WORK ITEM:
Below are the records; restate word for word the lines from the first through the one containing "inset:0; background:#c9d6c5; transform-origin:0", and only those.

Stored entries:
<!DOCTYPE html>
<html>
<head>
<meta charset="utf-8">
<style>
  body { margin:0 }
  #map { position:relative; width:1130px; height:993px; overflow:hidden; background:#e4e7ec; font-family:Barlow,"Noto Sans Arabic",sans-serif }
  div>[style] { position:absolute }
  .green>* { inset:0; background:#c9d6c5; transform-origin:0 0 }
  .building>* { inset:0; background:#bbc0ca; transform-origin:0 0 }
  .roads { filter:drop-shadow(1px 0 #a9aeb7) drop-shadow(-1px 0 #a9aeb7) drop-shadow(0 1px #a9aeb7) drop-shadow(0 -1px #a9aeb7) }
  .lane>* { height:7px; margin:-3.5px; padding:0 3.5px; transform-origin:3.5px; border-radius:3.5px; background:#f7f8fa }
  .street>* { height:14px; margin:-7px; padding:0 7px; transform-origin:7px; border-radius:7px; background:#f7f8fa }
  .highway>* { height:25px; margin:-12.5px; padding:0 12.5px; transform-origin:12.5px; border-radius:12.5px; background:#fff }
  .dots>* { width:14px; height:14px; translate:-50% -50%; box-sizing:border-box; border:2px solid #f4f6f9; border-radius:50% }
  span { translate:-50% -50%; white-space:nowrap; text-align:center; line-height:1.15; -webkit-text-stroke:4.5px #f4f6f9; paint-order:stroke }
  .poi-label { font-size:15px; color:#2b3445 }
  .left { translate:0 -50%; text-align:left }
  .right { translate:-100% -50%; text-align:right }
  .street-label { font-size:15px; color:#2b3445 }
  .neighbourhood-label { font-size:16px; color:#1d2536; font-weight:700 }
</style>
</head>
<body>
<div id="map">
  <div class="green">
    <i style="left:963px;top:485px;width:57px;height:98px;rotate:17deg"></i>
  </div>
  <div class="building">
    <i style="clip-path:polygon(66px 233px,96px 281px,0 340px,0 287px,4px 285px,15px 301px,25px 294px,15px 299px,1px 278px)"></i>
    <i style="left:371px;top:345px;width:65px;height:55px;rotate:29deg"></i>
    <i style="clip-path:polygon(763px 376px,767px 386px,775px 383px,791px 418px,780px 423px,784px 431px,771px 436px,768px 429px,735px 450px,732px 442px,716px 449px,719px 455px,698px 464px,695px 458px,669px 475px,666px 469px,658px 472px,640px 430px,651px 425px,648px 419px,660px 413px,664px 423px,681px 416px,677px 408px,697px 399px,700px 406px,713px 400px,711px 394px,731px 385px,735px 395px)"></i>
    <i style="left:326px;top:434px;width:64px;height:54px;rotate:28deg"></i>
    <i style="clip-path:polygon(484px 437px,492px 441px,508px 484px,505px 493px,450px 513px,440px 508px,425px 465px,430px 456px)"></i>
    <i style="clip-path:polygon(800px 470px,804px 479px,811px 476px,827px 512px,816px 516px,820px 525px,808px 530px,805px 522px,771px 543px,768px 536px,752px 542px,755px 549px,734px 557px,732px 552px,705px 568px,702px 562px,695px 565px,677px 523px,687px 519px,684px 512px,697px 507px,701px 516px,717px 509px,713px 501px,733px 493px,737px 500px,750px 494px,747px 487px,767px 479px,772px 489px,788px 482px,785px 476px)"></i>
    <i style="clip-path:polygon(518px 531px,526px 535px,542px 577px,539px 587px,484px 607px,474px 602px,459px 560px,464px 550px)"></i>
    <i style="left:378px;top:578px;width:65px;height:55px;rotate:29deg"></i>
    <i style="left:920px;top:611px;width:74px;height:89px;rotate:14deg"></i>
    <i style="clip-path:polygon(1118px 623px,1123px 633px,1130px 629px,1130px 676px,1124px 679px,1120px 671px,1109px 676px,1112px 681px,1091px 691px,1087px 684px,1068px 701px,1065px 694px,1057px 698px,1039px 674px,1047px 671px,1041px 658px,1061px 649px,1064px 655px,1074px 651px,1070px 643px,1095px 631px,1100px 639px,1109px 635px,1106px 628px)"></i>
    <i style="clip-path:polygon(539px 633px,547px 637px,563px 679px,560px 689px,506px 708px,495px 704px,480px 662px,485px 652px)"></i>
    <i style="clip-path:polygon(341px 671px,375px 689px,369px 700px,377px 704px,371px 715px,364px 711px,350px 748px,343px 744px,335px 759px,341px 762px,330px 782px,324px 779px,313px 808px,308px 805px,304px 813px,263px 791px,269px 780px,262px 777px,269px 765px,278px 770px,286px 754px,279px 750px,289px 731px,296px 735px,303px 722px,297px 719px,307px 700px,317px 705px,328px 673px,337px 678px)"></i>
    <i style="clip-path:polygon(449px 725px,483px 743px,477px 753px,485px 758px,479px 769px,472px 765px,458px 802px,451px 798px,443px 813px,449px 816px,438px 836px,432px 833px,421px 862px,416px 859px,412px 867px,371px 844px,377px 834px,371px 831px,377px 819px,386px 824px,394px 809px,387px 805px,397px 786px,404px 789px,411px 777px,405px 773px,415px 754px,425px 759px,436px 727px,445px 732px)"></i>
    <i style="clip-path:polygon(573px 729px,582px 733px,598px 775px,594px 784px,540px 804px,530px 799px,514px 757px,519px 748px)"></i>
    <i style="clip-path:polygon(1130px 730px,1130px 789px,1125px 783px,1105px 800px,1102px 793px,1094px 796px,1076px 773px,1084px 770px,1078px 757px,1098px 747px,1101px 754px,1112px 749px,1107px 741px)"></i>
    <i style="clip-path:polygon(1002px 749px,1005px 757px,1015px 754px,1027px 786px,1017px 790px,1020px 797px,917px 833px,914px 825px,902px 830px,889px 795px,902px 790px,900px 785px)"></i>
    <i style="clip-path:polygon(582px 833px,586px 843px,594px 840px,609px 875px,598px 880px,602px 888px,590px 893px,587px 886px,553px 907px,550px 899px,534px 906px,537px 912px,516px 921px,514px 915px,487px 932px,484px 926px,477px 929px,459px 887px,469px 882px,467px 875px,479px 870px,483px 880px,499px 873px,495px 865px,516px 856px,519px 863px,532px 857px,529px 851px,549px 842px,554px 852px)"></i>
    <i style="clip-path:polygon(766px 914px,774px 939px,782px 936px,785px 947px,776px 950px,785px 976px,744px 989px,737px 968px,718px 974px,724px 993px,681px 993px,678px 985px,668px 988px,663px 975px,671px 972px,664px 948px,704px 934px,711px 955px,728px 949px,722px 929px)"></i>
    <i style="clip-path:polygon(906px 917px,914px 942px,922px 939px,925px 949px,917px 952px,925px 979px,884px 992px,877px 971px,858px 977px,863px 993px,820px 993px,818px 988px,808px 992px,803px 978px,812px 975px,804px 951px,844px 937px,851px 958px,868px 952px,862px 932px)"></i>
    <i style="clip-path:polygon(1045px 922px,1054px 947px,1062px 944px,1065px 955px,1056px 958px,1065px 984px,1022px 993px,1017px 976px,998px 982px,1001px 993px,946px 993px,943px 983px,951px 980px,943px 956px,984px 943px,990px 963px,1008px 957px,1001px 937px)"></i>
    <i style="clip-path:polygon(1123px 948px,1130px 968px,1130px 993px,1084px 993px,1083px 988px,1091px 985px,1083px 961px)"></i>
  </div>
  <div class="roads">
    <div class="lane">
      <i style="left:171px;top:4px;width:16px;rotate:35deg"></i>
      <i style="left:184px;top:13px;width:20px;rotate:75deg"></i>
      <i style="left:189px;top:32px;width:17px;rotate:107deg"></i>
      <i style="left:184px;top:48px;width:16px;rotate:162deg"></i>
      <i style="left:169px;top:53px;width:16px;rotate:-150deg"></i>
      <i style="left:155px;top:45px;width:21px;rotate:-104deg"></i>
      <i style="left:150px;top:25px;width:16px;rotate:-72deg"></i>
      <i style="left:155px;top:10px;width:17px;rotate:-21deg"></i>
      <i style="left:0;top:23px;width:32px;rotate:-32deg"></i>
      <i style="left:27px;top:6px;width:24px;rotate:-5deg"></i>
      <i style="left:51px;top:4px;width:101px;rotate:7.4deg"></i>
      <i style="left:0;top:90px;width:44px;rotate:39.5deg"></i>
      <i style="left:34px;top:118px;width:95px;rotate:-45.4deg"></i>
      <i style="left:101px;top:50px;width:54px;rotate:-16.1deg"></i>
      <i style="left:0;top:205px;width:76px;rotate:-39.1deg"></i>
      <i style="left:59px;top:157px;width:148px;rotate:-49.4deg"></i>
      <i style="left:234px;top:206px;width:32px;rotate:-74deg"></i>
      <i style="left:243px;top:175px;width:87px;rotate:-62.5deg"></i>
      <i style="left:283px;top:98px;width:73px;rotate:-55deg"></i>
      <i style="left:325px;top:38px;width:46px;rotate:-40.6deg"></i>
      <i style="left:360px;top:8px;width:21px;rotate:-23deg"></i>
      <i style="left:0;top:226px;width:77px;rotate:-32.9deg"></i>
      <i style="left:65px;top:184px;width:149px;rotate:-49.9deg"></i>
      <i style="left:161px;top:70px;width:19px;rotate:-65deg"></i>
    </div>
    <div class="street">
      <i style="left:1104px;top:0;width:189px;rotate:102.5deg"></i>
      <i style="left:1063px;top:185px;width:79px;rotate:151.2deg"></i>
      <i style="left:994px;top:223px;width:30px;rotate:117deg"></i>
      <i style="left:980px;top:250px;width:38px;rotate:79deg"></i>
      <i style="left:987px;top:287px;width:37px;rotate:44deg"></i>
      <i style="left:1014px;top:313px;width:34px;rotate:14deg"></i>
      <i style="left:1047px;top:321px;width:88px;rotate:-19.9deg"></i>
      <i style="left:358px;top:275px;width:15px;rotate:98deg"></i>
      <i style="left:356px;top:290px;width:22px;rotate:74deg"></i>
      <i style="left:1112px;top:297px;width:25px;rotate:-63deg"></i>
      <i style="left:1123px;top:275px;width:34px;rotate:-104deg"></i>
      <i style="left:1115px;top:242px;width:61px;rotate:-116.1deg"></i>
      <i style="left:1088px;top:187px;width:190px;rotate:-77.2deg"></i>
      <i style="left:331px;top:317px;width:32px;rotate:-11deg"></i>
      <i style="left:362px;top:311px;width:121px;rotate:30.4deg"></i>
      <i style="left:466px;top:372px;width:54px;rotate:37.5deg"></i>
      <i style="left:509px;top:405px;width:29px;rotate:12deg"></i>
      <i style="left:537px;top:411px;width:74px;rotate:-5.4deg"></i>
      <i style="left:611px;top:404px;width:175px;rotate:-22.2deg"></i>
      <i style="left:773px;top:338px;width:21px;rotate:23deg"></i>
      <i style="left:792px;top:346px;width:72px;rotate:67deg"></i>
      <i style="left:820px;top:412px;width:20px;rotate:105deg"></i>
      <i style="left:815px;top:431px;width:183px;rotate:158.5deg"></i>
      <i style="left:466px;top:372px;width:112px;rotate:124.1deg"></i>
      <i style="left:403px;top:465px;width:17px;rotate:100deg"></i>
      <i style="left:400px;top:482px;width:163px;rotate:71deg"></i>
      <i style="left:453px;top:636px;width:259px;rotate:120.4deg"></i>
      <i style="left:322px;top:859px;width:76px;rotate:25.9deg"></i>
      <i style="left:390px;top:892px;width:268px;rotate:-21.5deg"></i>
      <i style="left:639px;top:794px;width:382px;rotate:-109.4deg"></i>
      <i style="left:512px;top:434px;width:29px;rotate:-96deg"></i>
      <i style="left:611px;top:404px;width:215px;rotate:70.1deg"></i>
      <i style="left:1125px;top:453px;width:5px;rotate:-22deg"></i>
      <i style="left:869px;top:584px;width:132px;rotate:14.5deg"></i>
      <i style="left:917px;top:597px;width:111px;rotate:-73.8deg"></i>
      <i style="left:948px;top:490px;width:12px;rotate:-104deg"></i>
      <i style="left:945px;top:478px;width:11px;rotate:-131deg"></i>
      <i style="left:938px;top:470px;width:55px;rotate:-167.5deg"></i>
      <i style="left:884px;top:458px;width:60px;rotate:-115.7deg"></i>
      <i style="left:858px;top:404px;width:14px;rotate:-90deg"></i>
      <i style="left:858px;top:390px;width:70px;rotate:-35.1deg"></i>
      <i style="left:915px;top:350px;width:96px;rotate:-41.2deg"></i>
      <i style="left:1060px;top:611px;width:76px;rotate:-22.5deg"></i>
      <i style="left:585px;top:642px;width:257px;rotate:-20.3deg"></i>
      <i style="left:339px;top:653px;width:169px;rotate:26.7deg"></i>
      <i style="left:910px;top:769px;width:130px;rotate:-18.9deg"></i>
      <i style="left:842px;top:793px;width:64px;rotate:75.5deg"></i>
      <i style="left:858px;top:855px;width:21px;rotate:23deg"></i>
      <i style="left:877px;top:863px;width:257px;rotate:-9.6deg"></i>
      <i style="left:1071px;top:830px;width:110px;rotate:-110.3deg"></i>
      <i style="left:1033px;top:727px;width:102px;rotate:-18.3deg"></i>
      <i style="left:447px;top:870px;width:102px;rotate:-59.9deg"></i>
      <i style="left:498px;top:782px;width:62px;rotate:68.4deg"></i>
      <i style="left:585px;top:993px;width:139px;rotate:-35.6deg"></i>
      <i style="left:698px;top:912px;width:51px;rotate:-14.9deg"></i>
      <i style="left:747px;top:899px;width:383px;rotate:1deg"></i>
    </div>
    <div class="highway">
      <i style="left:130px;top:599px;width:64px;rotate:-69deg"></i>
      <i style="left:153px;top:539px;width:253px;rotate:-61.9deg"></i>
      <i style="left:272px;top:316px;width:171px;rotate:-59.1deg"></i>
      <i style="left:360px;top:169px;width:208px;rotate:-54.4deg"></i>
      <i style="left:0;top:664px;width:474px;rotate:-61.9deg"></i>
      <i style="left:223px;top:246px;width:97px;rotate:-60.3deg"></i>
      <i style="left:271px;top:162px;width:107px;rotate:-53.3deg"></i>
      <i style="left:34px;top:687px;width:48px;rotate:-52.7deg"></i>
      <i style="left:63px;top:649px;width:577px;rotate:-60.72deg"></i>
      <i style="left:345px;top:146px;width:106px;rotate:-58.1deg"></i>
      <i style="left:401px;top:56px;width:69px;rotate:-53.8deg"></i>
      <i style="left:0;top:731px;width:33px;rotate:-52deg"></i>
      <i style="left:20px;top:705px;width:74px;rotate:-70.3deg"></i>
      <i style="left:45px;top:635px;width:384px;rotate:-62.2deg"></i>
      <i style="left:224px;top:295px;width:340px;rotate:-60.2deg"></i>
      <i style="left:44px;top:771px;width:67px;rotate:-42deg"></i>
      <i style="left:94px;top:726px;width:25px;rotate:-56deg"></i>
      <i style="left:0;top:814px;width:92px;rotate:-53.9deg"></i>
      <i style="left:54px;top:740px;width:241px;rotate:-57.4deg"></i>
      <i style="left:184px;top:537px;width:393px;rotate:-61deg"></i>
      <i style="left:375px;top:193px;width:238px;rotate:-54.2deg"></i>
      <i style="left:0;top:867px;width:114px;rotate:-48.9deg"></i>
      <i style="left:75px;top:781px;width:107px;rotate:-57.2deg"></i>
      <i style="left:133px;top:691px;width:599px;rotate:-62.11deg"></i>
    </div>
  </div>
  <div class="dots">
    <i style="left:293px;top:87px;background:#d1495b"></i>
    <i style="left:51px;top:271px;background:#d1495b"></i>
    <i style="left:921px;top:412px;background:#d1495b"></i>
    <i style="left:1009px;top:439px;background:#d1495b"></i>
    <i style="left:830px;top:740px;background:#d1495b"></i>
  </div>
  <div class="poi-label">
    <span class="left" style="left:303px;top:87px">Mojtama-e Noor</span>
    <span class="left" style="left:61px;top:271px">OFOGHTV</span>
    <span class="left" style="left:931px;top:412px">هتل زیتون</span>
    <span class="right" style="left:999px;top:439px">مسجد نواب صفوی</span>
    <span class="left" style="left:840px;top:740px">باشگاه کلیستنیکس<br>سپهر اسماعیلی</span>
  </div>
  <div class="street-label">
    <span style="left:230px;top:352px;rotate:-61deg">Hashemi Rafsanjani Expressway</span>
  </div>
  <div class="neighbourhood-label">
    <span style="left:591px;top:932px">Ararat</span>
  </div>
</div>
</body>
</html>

SOLUTION:
<!DOCTYPE html>
<html>
<head>
<meta charset="utf-8">
<style>
  body { margin:0 }
  #map { position:relative; width:1130px; height:993px; overflow:hidden; background:#e4e7ec; font-family:Barlow,"Noto Sans Arabic",sans-serif }
  div>[style] { position:absolute }
  .green>* { inset:0; background:#c9d6c5; transform-origin:0 0 }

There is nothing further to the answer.